(Bloomberg) -- Wall Street trading powerhouse Jane Street, known for its dominance in markets such as exchange-traded funds and corporate bonds, is turning to decentralized finance to borrow crypto.

The New York-based company is going to initially borrow up to $25 million in USDC, a stablecoin pegged to the U.S. dollar, with plans to scale up to $50 million. It will borrow from crypto firm BlockTower Capital and will do so through Clearpool, a DeFi marketplace where institutions can get uncollateralized liquidity from a network of lenders. Launched on the Ethereum blockchain in March, Clearpool is backed by global investors including Sequoia Capital and Arrington Capital. 

This is the first time Jane Street is using decentralized finance to borrow crypto, a representative confirmed. They declined to comment on why the firm is doing so and how it’ll use the funds. They also declined to comment on whether the firm has borrowed crypto before.

“This is the first traditional financial institution on Wall Street that has made this step -- this almost opens the floodgates,” Robert Alcorn, chief executive officer of Clearpool, said in an interview. “Others are going to go from watching this space to considering it seriously.”

Clearpool has spoken with dozens of traditional Wall Street companies and has “high single digits of traditional financial institutions that are almost ready to go” and start using the service, he added.

Crypto-focused firms such as Alameda Research already use similar services by Maple Finance and TrueFi to borrow or lend capital.

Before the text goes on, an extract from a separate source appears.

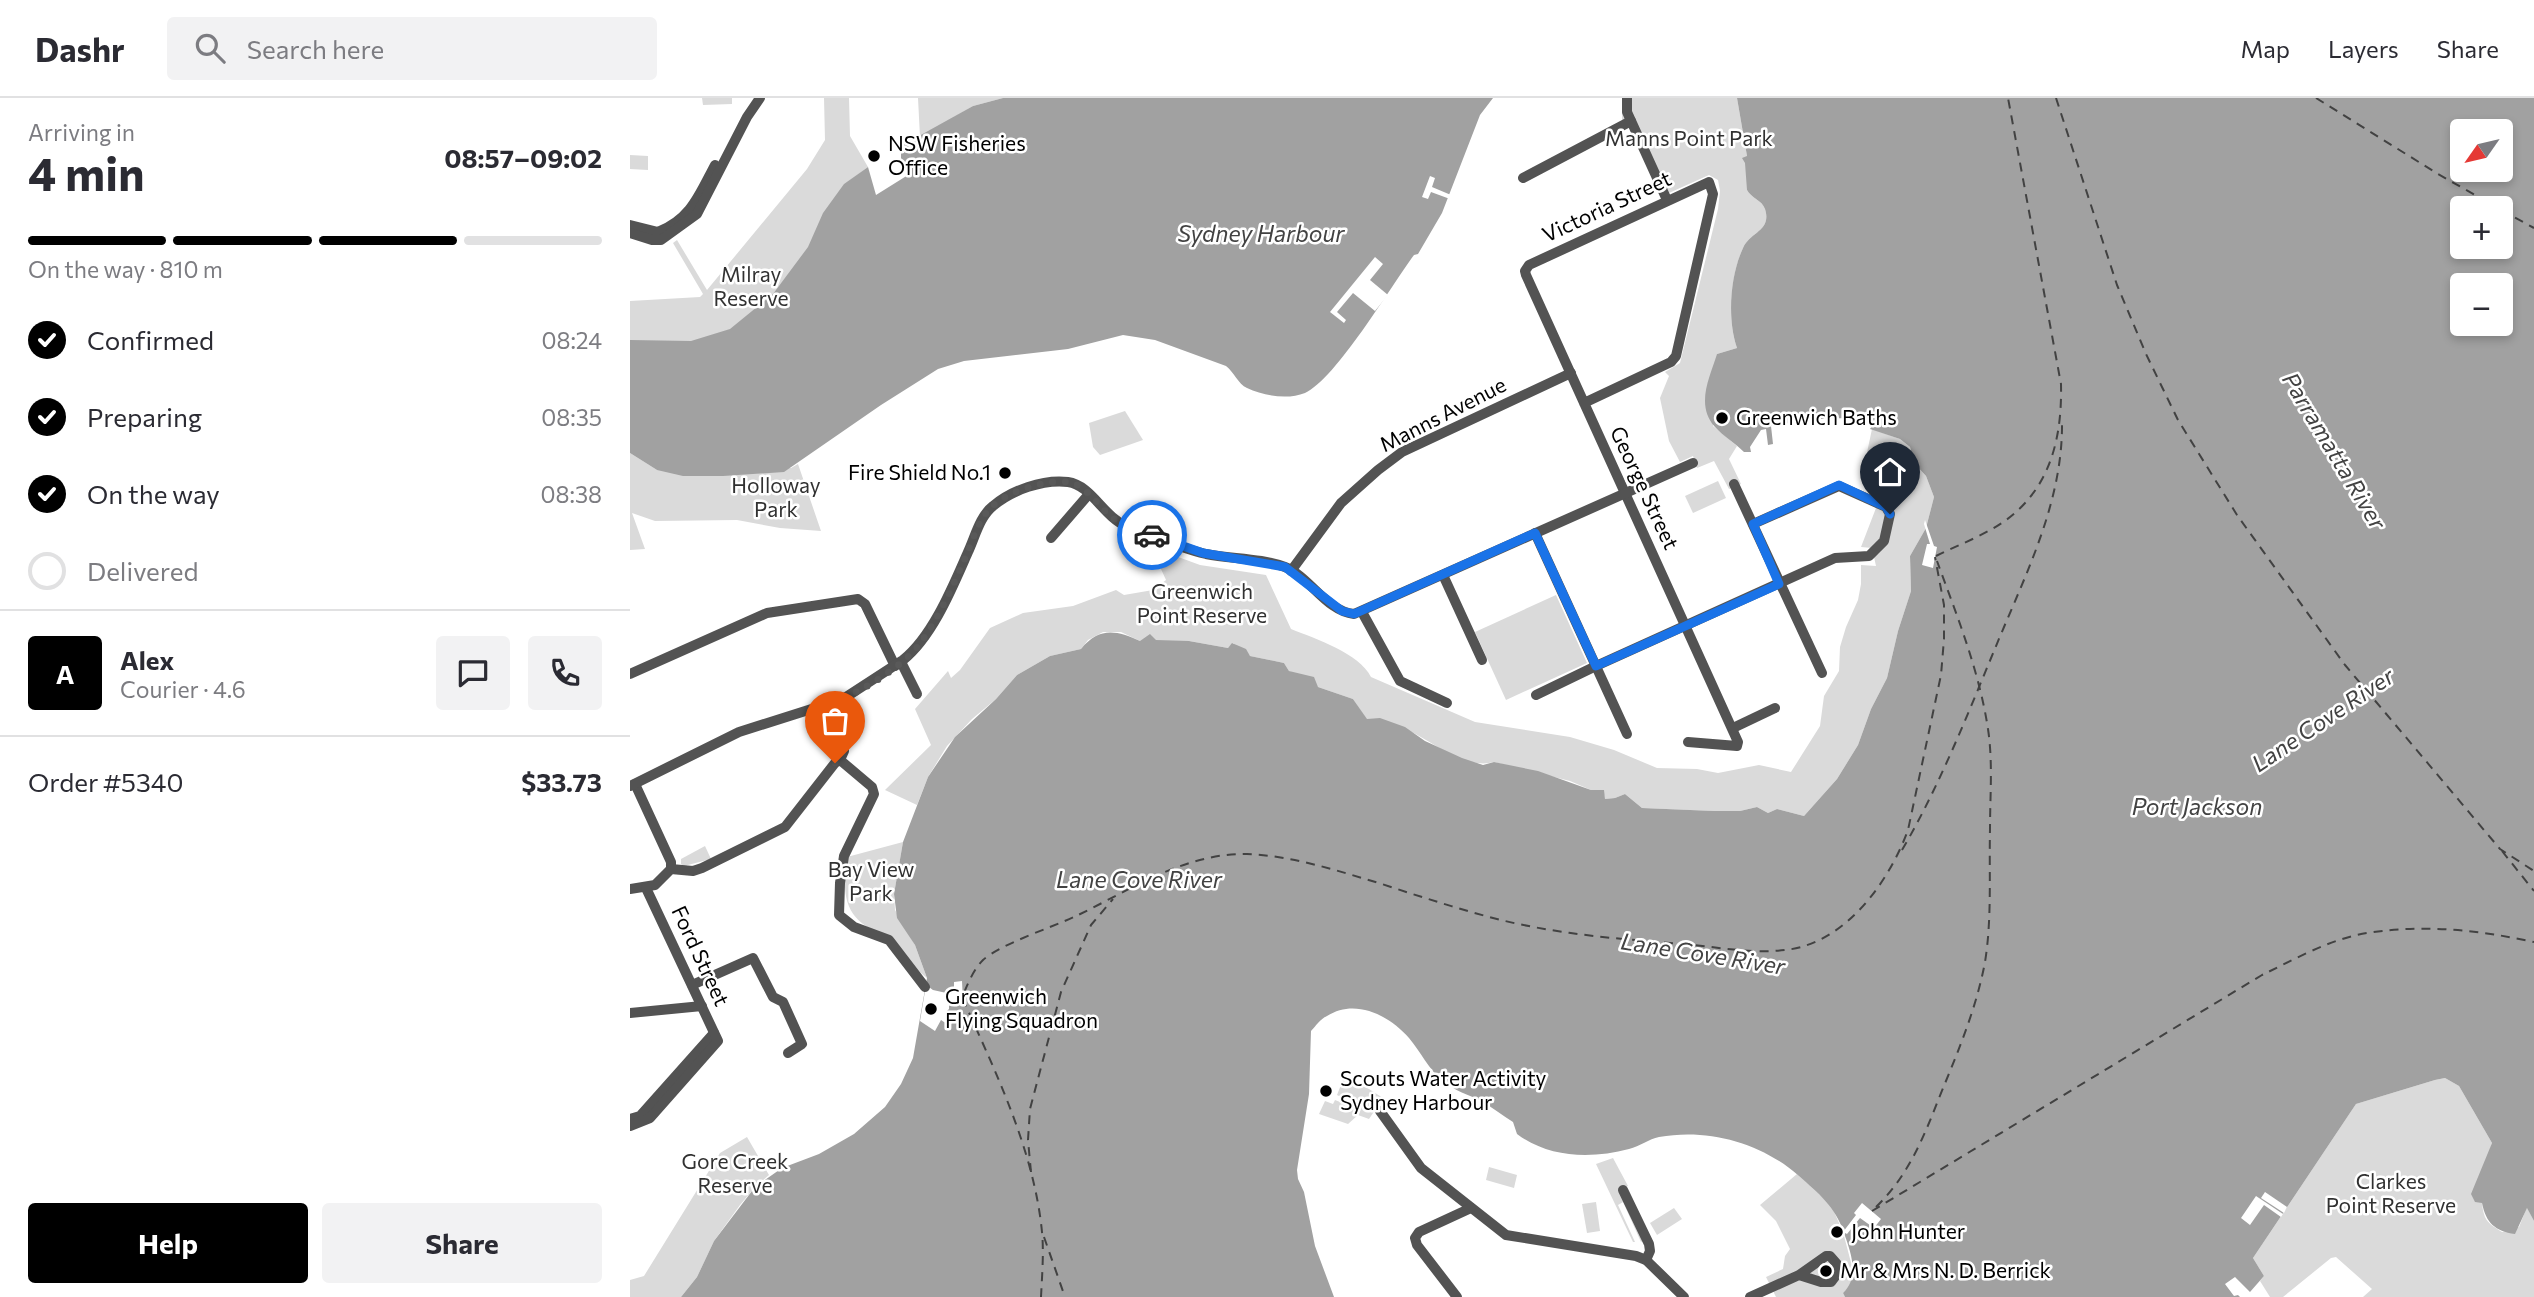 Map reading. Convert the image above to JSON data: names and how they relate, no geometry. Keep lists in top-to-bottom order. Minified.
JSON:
{"streets":{"street":["Victoria Street","Manns Avenue","George Street","Ford Street"]},"crossings":[["Victoria Street","George Street"],["Manns Avenue","George Street"]],"water":["Sydney Harbour","Parramatta River","Lane Cove River","Port Jackson"],"parks":["Manns Point Park","Milray Reserve","Holloway Park","Greenwich Point Reserve","Bay View Park","Gore Creek Reserve","Clarkes Point Reserve"],"places":["NSW Fisheries Office","Greenwich Baths","Fire Shield No.1","Greenwich Flying Squadron","Scouts Water Activity Sydney Harbour","John Hunter","Mr & Mrs N. D. Berrick"],"north":"bottom left","page":{"header":"Dashr","search":"Search here","nav":["Map","Layers","Share"],"heading":["4 min","Arriving in","08:57–09:02"],"panel":["Alex","Courier · 4.6","Order #5340","$33.73"],"map_buttons":["+","−"],"bar":"On the way · 810 m","list":[["Confirmed","08:24"],["Preparing","08:35"],["On the way","08:38"],"Delivered"],"round":"A","buttons":["Help","Share"]}}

These services allow users to adhere to know-your-customer and anti-money-laundering requirements, unlike most other DeFi marketplaces. Users may also be able to borrow at a lower rate with these services. 

Lenders in such DeFi protocols typically earn 15% to 25% in annualized interest, Sanat Rao, a general partner at BlockTower Capital. He declined to cite the rate BlockTower will receive.

“One of the new things we started doing is what we call real-world lending,” Rao said in an interview. “We are basically taking crypto capital and lending it to someone who is not directly in the crypto space. It’s a brand-new use case.”

Clearpool offers lenders yields which are enhanced through a rewards mechanism and paid in the protocol’s native token CPOOL. Recipients can stake their tokens, which effectively puts them into special wallets, to earn additional yields.

This is not the first time Jane Street is showing interest in DeFi. The firm backed Bastion, a lending project, in March. And last year, it began contributing market data to Pyth Network, a provider of verifiable data for DeFi. 

The company sees crypto trading as a growth area. It’s been executing crypto trades since 2017 and is one of the market makers powering Robinhood Markets Inc. customers’ free crypto trades.

(Updates with additional context and Jane Street’s comments.)